Why write reproducible papers?

Cool, thanks for sticking with us and reading up through here!

There are three reasons to write reproducible papers. To be right, to be reproducible, and to be efficient. There are more, but these are convincing to us. In more depth:

  1. To avoid errors. Using an automated method for scraping APA-formatted stats out of PDFs, @nuijten2016 found that over 10% of p-values in published papers were inconsistent with the reported details of the statistical test, and 1.6% were what they called “grossly” inconsistent, e.g. difference between the p-value and the test statistic meant that one implied statistical significance and the other did not. Nearly half of all papers had errors in them.

  2. To promote computational reproducibility. Computational reproducibility means that other people can take your data and get the same numbers that are in your paper. Even if you don’t have errors, it can still be very hard to recover the numbers from published papers because of ambiguities in analysis. Creating a document that literally specifies where all the numbers come from in terms of code that operates over the data removes all this ambiguity.
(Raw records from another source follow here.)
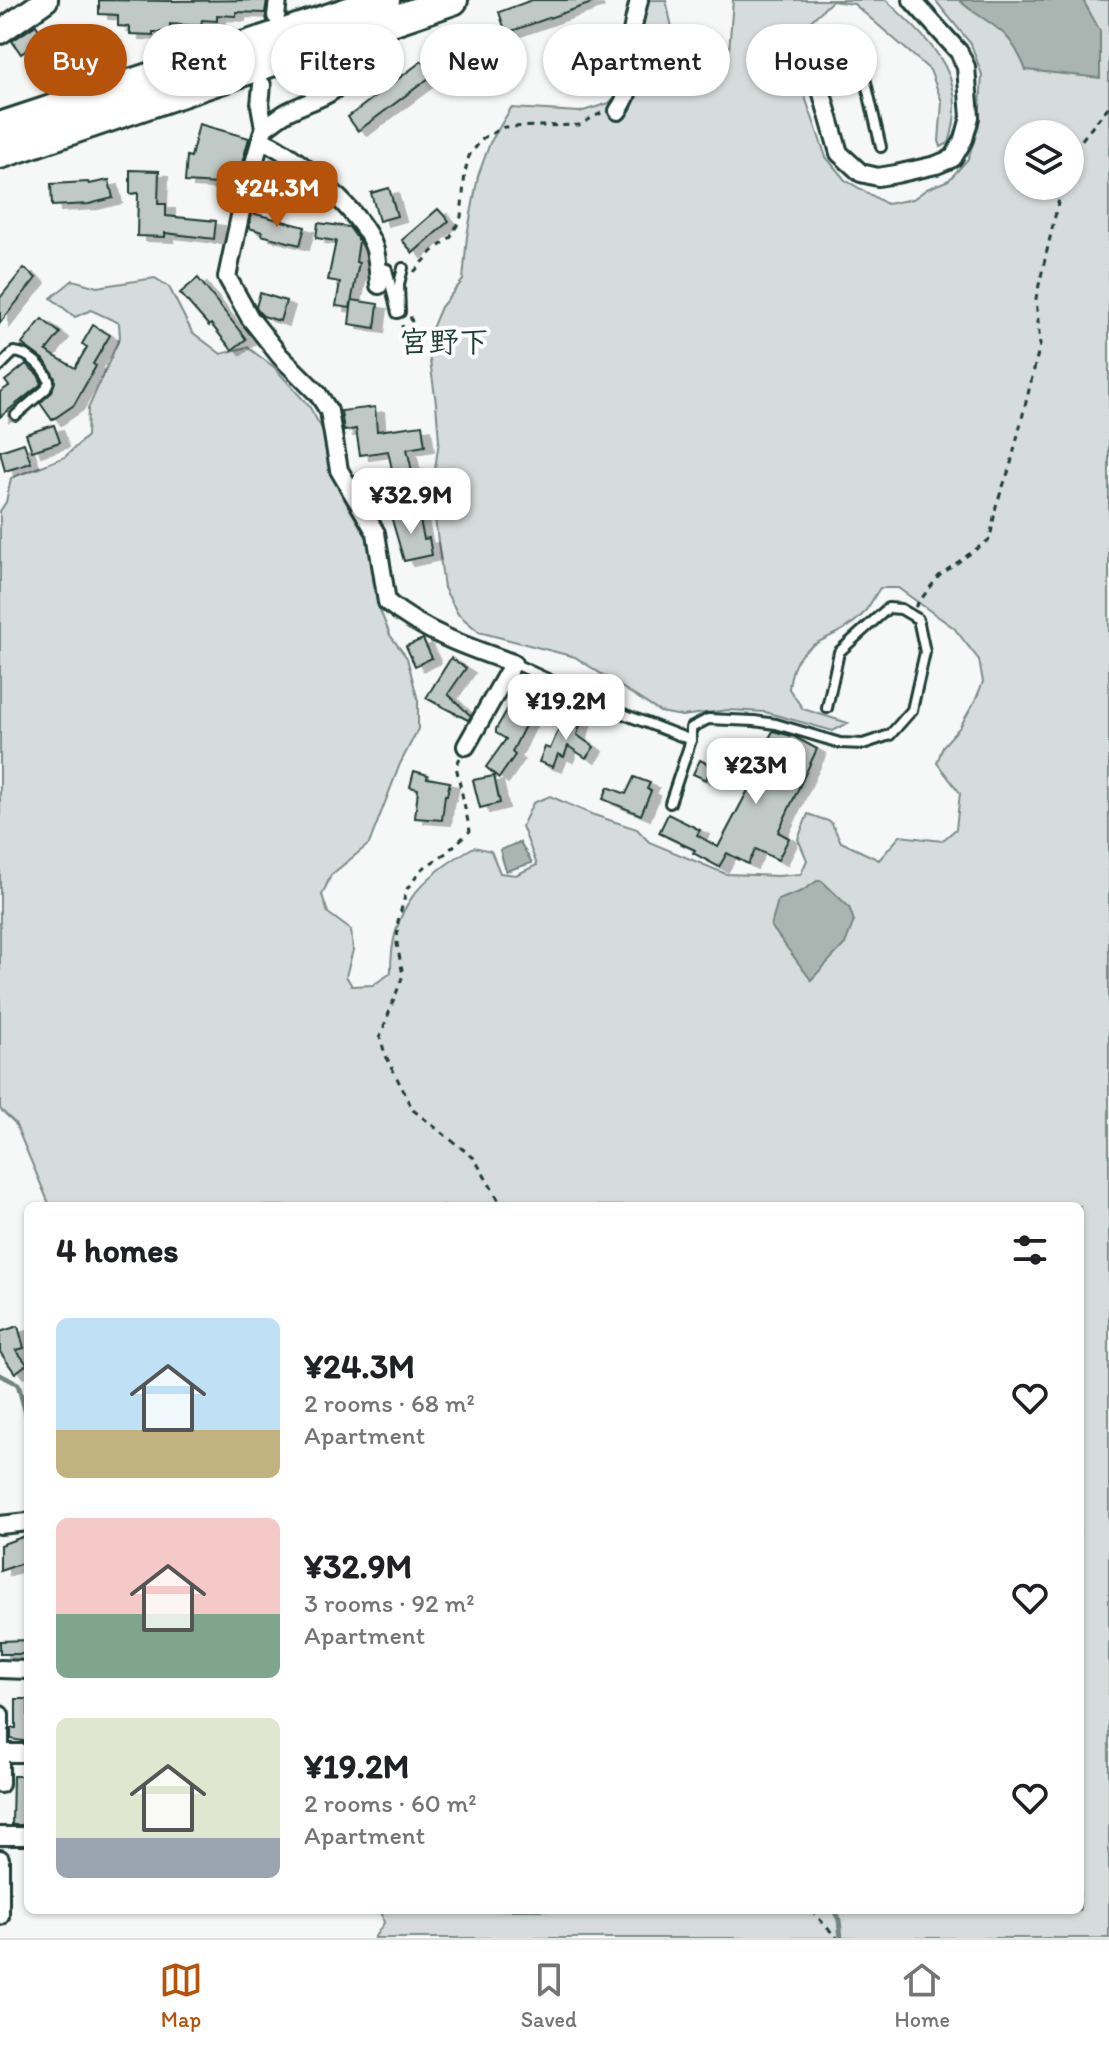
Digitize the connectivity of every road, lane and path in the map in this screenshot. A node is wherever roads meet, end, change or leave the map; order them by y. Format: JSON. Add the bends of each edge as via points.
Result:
{"nodes":[{"id":1,"x":46,"y":0,"type":"edge"},
{"id":2,"x":385,"y":0,"type":"edge"},
{"id":3,"x":453,"y":0,"type":"edge"},
{"id":4,"x":639,"y":0,"type":"edge"},
{"id":5,"x":912,"y":0,"type":"edge"},
{"id":6,"x":344,"y":24,"type":"edge"},
{"id":7,"x":354,"y":24,"type":"edge"},
{"id":8,"x":0,"y":32,"type":"edge"},
{"id":9,"x":271,"y":47,"type":"edge"},
{"id":10,"x":271,"y":53,"type":"edge"},
{"id":11,"x":262,"y":85,"type":"dead end"},
{"id":12,"x":326,"y":96,"type":"edge"},
{"id":13,"x":823,"y":96,"type":"edge"},
{"id":14,"x":869,"y":96,"type":"edge"},
{"id":15,"x":1109,"y":106,"type":"edge"},
{"id":16,"x":618,"y":111,"type":"joint"},
{"id":17,"x":0,"y":127,"type":"edge"},
{"id":18,"x":262,"y":134,"type":"junction"},
{"id":19,"x":1084,"y":137,"type":"edge"},
{"id":20,"x":881,"y":147,"type":"dead end"},
{"id":21,"x":0,"y":154,"type":"edge"},
{"id":22,"x":1059,"y":200,"type":"edge"},
{"id":23,"x":403,"y":268,"type":"dead end"},
{"id":24,"x":413,"y":273,"type":"dead end"},
{"id":25,"x":378,"y":277,"type":"joint"},
{"id":26,"x":410,"y":308,"type":"dead end"},
{"id":27,"x":397,"y":313,"type":"junction"},
{"id":28,"x":0,"y":366,"type":"edge"},
{"id":29,"x":16,"y":415,"type":"dead end"},
{"id":30,"x":910,"y":613,"type":"junction"},
{"id":31,"x":513,"y":663,"type":"junction"},
{"id":32,"x":827,"y":708,"type":"dead end"},
{"id":33,"x":691,"y":740,"type":"junction"},
{"id":34,"x":466,"y":746,"type":"joint"},
{"id":35,"x":670,"y":803,"type":"dead end"},
{"id":36,"x":500,"y":1202,"type":"edge"},
{"id":37,"x":24,"y":1522,"type":"edge"},
{"id":38,"x":0,"y":1525,"type":"edge"},
{"id":39,"x":0,"y":1669,"type":"edge"},
{"id":40,"x":24,"y":1670,"type":"edge"},
{"id":41,"x":0,"y":1715,"type":"edge"},
{"id":42,"x":0,"y":1753,"type":"edge"},
{"id":43,"x":24,"y":1753,"type":"edge"},
{"id":44,"x":0,"y":1784,"type":"edge"},
{"id":45,"x":0,"y":1836,"type":"edge"},
{"id":46,"x":24,"y":1836,"type":"edge"},
{"id":47,"x":0,"y":1859,"type":"edge"},
{"id":48,"x":815,"y":1914,"type":"edge"},
{"id":49,"x":0,"y":1916,"type":"edge"},
{"id":50,"x":837,"y":1938,"type":"edge"}],
"edges":[{"from":1,"to":8,"type":"main road"},
{"from":2,"to":6,"type":"highway"},
{"from":3,"to":7,"type":"highway"},
{"from":4,"to":16,"type":"street","via":[[631,41],[631,85]]},
{"from":5,"to":13,"type":"street","via":[[966,67],[970,117],[953,158],[878,177],[861,173],[839,153]]},
{"from":9,"to":17,"type":"highway"},
{"from":10,"to":21,"type":"highway"},
{"from":11,"to":18,"type":"street"},
{"from":12,"to":18,"type":"street","via":[[290,110]]},
{"from":14,"to":20,"type":"lane"},
{"from":15,"to":19,"type":"path"},
{"from":16,"to":24,"type":"path","via":[[601,112],[579,125],[504,127],[483,138],[469,156],[461,217],[451,237]]},
{"from":18,"to":25,"type":"street","via":[[331,191],[361,224],[374,247]]},
{"from":18,"to":31,"type":"street","via":[[227,277],[250,318],[329,411],[339,470],[376,533],[387,602],[433,631]]},
{"from":22,"to":30,"type":"path","via":[[1036,298],[1040,345],[990,539],[939,576]]},
{"from":23,"to":27,"type":"lane"},
{"from":25,"to":27,"type":"lane","via":[[387,269]]},
{"from":26,"to":27,"type":"path","via":[[417,337],[406,344]]},
{"from":28,"to":29,"type":"lane","via":[[14,352],[24,353],[49,381]]},
{"from":30,"to":32,"type":"lane","via":[[888,608],[839,652]]},
{"from":30,"to":33,"type":"lane","via":[[918,619],[925,652],[912,710],[890,735],[863,744],[840,743],[776,724],[708,719],[691,728]]},
{"from":31,"to":33,"type":"lane"},
{"from":31,"to":34,"type":"street"},
{"from":33,"to":35,"type":"lane"},
{"from":34,"to":36,"type":"path","via":[[456,766],[470,831],[422,869],[407,889],[398,921],[403,975],[380,1037],[413,1110],[474,1158]]},
{"from":37,"to":38,"type":"street"},
{"from":39,"to":40,"type":"street"},
{"from":41,"to":42,"type":"street"},
{"from":42,"to":43,"type":"street"},
{"from":42,"to":44,"type":"street"},
{"from":45,"to":46,"type":"street"},
{"from":47,"to":49,"type":"street"},
{"from":48,"to":50,"type":"path"}]}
  3. To create spiffy documents that can be revised easily. This is actually a really big neglected one for us. At least one of us used to tweak tables and figures by hand constantly, leading to a major incentive never to rerun analyses because it would mean re-pasting and re-illustratoring all the numbers and figures in a paper. That’s a bad thing! It means you have an incentive to be lazy and to avoid redoing your stuff. And you waste tons of time when you do. In contrast, with a reproducible document, you can just rerun with a tweak to the code. You can even specify what you want the figures and tables to look like before you’re done with all the data collection (e.g., for purposes of preregistraion or a registered report).

Learning goals

By the end of this class you should:

Getting Started

Fire up Rstudio and create a new RMarkdown file. Don’t worry about the settings, we’ll get to that later.
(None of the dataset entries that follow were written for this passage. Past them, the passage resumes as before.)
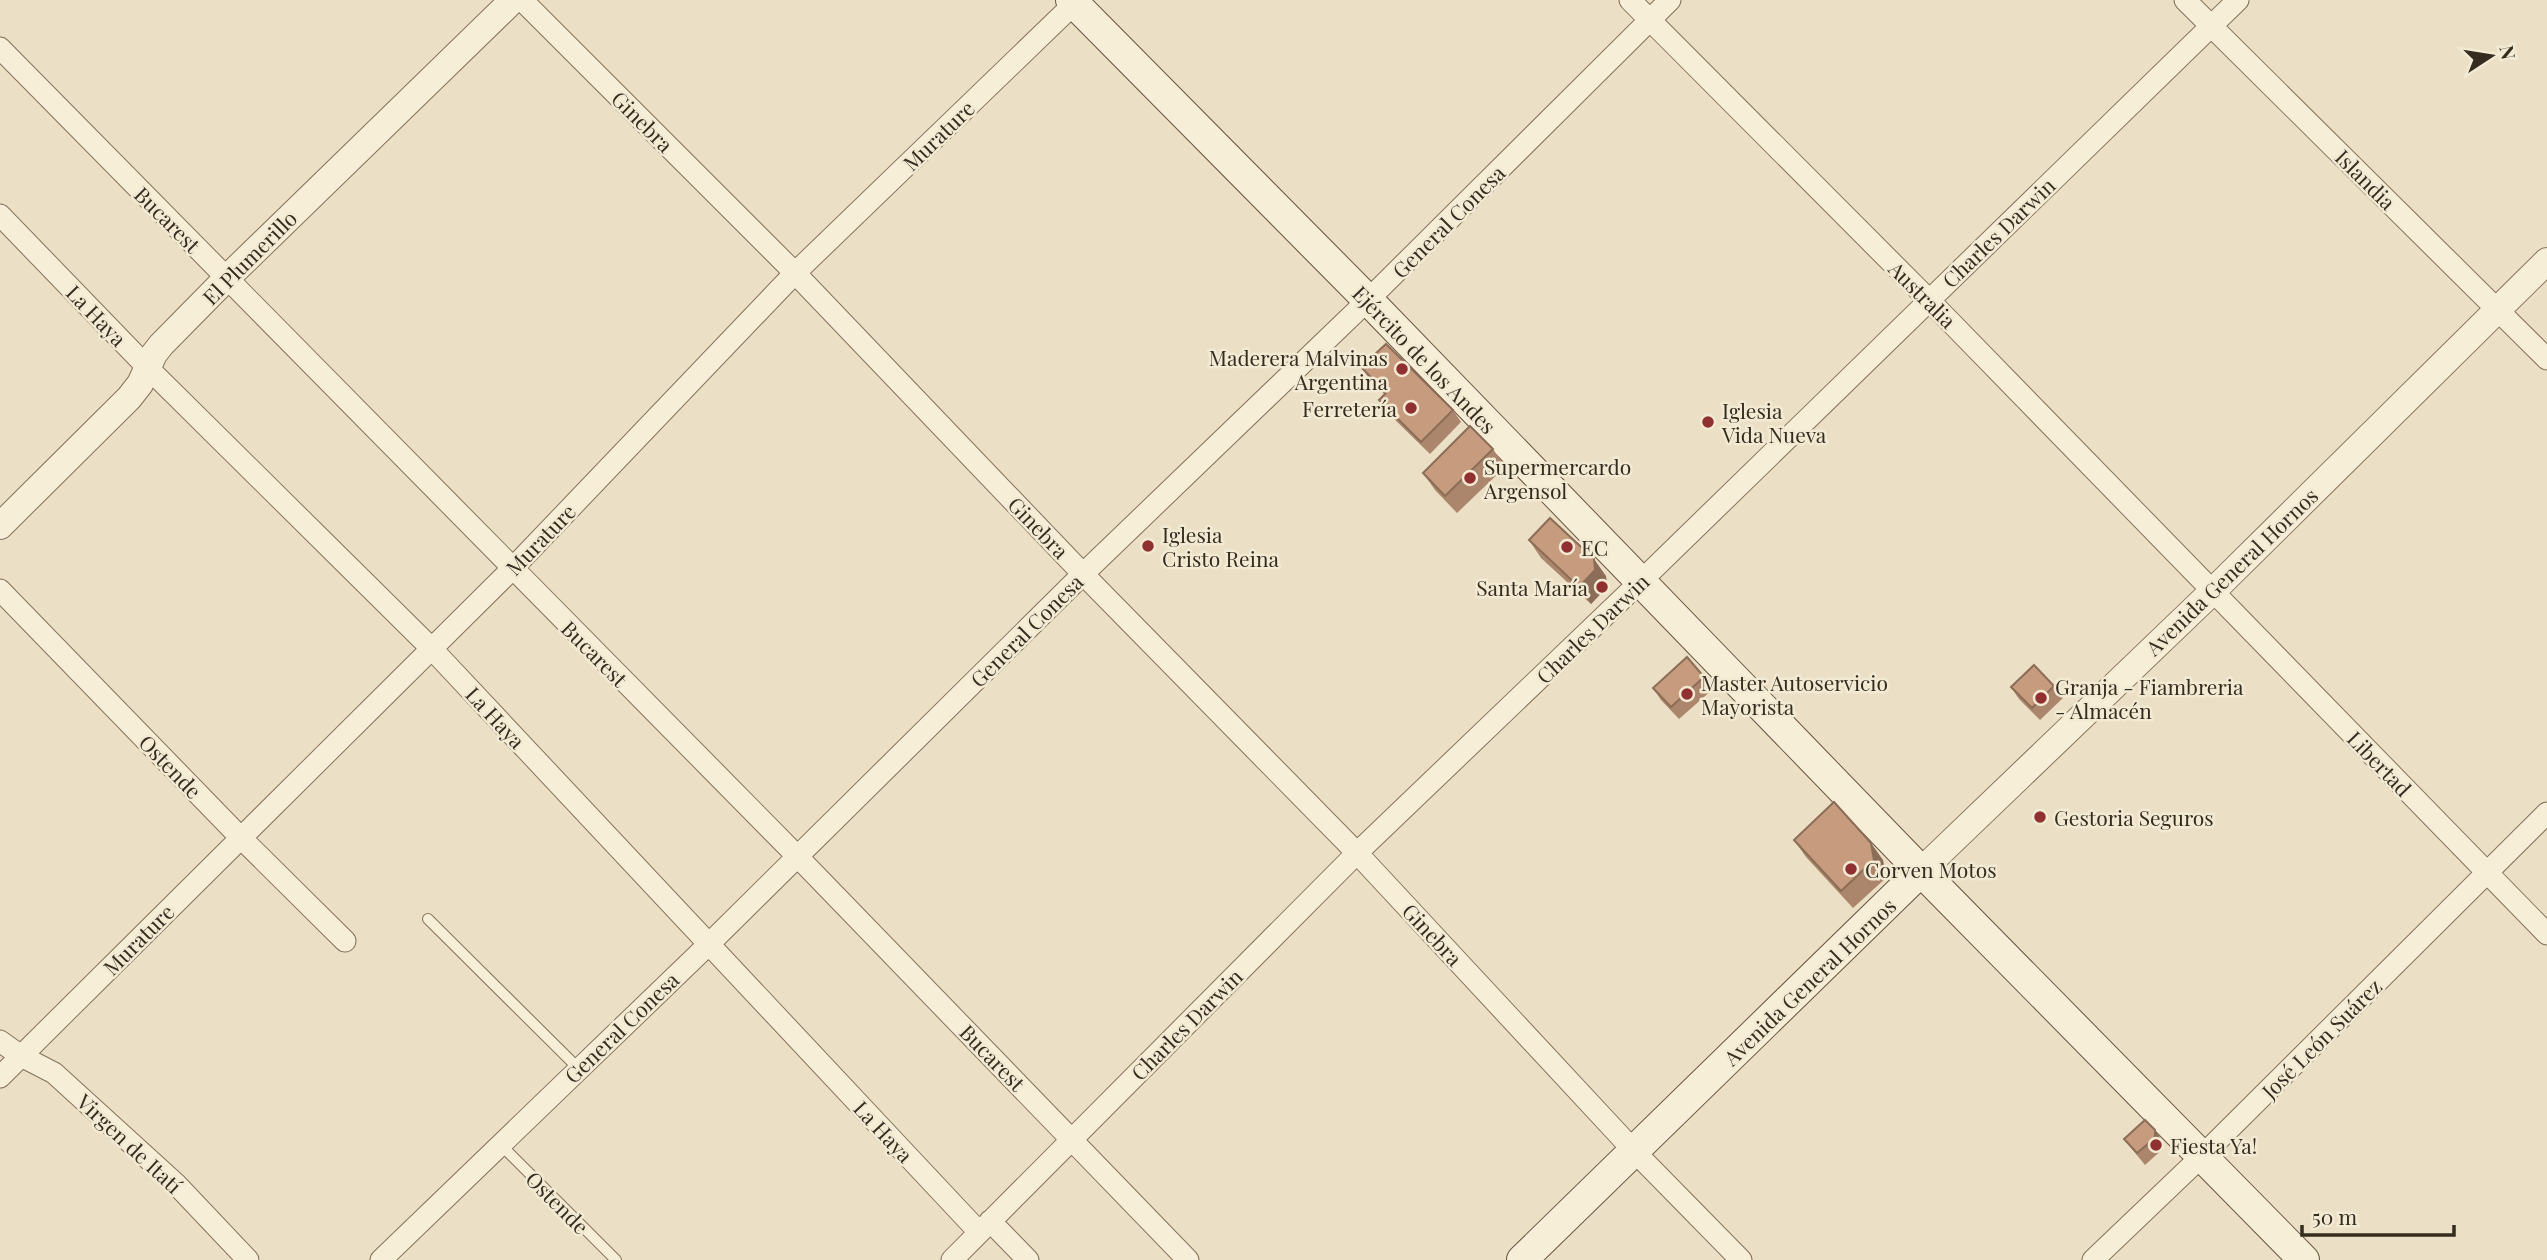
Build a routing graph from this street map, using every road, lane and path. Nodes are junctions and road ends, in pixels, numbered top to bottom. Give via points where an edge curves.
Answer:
1 (513, 0) edge
2 (522, 0) edge
3 (1630, 0) edge
4 (1670, 0) edge
5 (2185, 0) edge
6 (2238, 0) edge
7 (1074, 1) edge
8 (1650, 20) junction
9 (2211, 26) junction
10 (0, 48) edge
11 (0, 215) edge
12 (2547, 261) edge
13 (795, 273) junction
14 (226, 278) junction
15 (1928, 299) junction
16 (1368, 300) junction
17 (2498, 309) junction
18 (2547, 359) edge
19 (148, 368) junction
20 (0, 526) edge
21 (512, 569) junction
22 (1083, 574) junction
23 (1641, 581) junction
24 (0, 590) edge
25 (2213, 591) junction
26 (432, 649) junction
27 (2547, 813) edge
28 (240, 837) junction
29 (1357, 853) junction
30 (797, 856) junction
31 (1922, 871) junction
32 (2486, 872) junction
33 (428, 919) dead end
34 (2547, 934) edge
35 (345, 940) dead end
36 (709, 944) junction
37 (0, 1041) edge
38 (21, 1056) junction
39 (578, 1068) junction
40 (0, 1077) edge
41 (1072, 1138) junction
42 (500, 1144) junction
43 (1635, 1152) junction
44 (2203, 1155) junction
45 (985, 1226) junction
46 (248, 1260) edge
47 (381, 1260) edge
48 (616, 1260) edge
49 (952, 1260) edge
50 (1028, 1260) edge
51 (1188, 1260) edge
52 (1522, 1260) edge
53 (1741, 1260) edge
54 (2093, 1260) edge
55 (2304, 1260) edge

1 - 14 street, El Plumerillo
2 - 13 street, Ginebra
3 - 8 street, Australia
4 - 8 street, General Conesa
5 - 9 street, Islandia
6 - 9 street, Charles Darwin
7 - 13 street, Murature
7 - 16 main road, Ejército de los Andes
8 - 15 street, Australia
8 - 16 street, General Conesa
9 - 15 street, Charles Darwin
9 - 17 street, Islandia
10 - 14 street, Bucarest
11 - 19 street, La Haya
12 - 17 street, Avenida General Hornos
13 - 21 street, Murature
13 - 22 street, Ginebra
14 - 19 street, El Plumerillo via 161,345
14 - 21 street, Bucarest
15 - 23 street, Charles Darwin
15 - 25 street, Australia
16 - 22 street, General Conesa
16 - 23 main road, Ejército de los Andes
17 - 18 street, Islandia
17 - 25 street, Avenida General Hornos
19 - 20 street, El Plumerillo via 129,398
19 - 26 street, La Haya
21 - 26 street, Murature
21 - 30 street, Bucarest
22 - 29 street, Ginebra
22 - 30 street, General Conesa
23 - 29 street, Charles Darwin
23 - 31 main road, Ejército de los Andes
24 - 28 street, Ostende
25 - 31 street, Avenida General Hornos
25 - 32 street, Libertad
26 - 28 street, Murature
26 - 36 street, La Haya
27 - 32 street, José León Suárez
28 - 35 street, Ostende
28 - 38 street, Murature
29 - 41 street, Charles Darwin
29 - 43 street, Ginebra
30 - 36 street, General Conesa
30 - 41 street, Bucarest
31 - 43 main road, Avenida General Hornos
31 - 44 main road, Ejército de los Andes
32 - 34 street, Libertad
32 - 44 street, José León Suárez
33 - 39 lane
36 - 39 street, General Conesa
36 - 45 street, La Haya
37 - 38 street, Virgen de Itatí
38 - 40 street, Murature
38 - 46 street, Virgen de Itatí via 54,1073 176,1184
39 - 42 street, General Conesa
41 - 45 street, Charles Darwin
41 - 51 street, Bucarest
42 - 47 street, General Conesa
42 - 48 lane, Ostende
43 - 52 main road, Avenida General Hornos
43 - 53 street, Ginebra
44 - 54 street, José León Suárez
44 - 55 main road, Ejército de los Andes
45 - 49 street, Charles Darwin
45 - 50 street, La Haya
If you click on “Knit” (or hit CTRL+SHIFT+K) the RMarkdown file will run and generate all results and present you with a PDF file, HTML file, or a Word file. If RStudio requests you to install packages, click yes and see whether everything works to begin with.
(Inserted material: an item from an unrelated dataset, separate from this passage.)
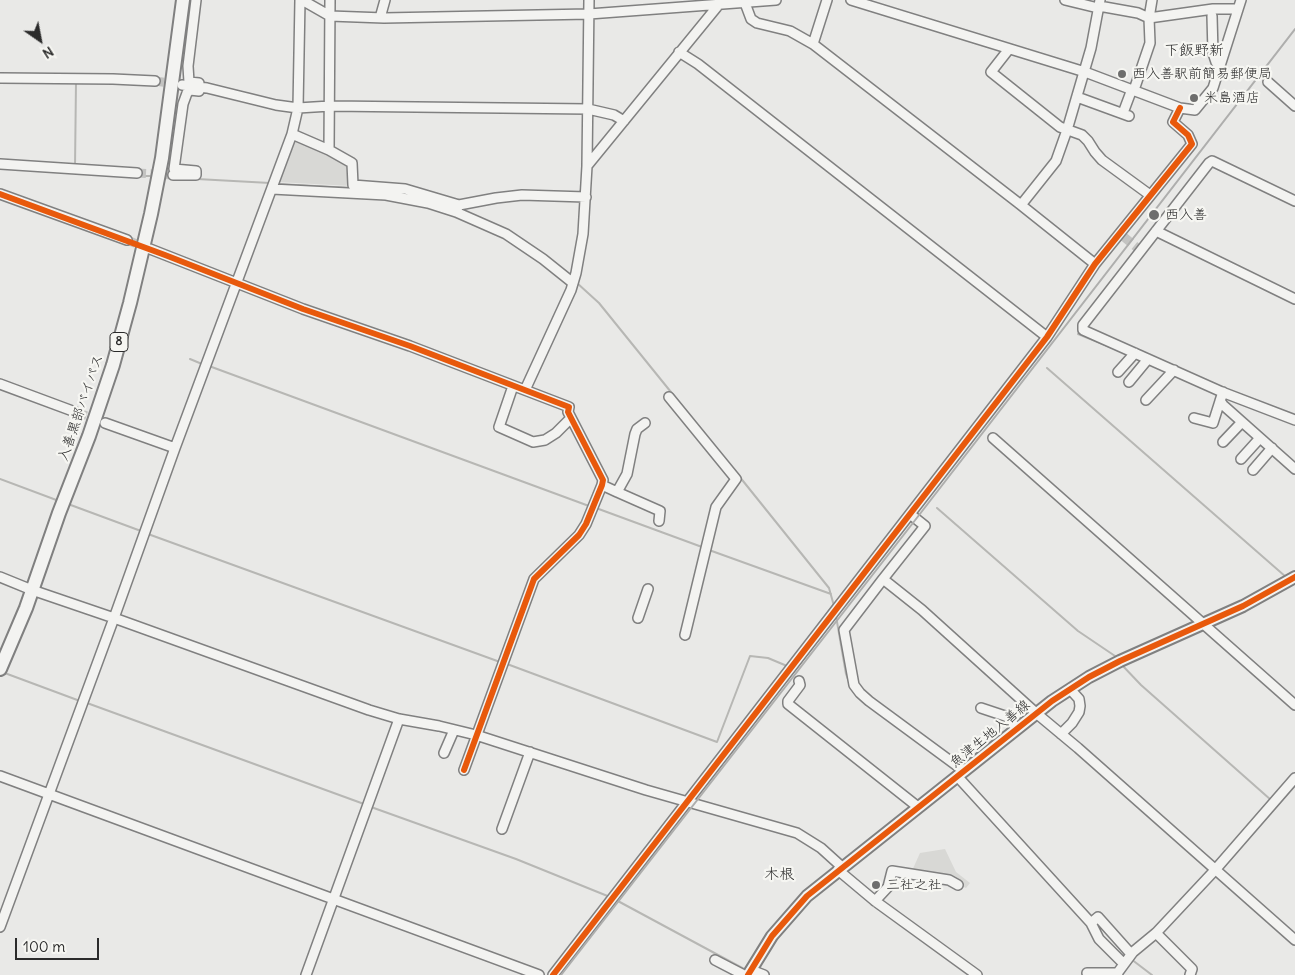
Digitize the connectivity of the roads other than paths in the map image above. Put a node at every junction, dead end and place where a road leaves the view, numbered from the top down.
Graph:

We need that before we teach you more about RMarkdown. But you should feel good if you get here already, because honestly, you’re about 80% of the way to being able to write basic RMarkdown files. It’s that easy.

Structure of an RMarkdown file

An RMarkdown file contains several parts. Most essential are the header, the body text, and code chunks.

Body text

The body of the document is where you actually write your reports. This is primarily written in the Markdown format, which is explained in the Markdown syntax section.

The beauty of RMarkdown is, however, that you can evaluate R code right in the text. To do this, you start inline code with `r, type the code you want to run, and close it again with a `. Usually, this key is below the escape (ESC) key or next to the left SHIFT button.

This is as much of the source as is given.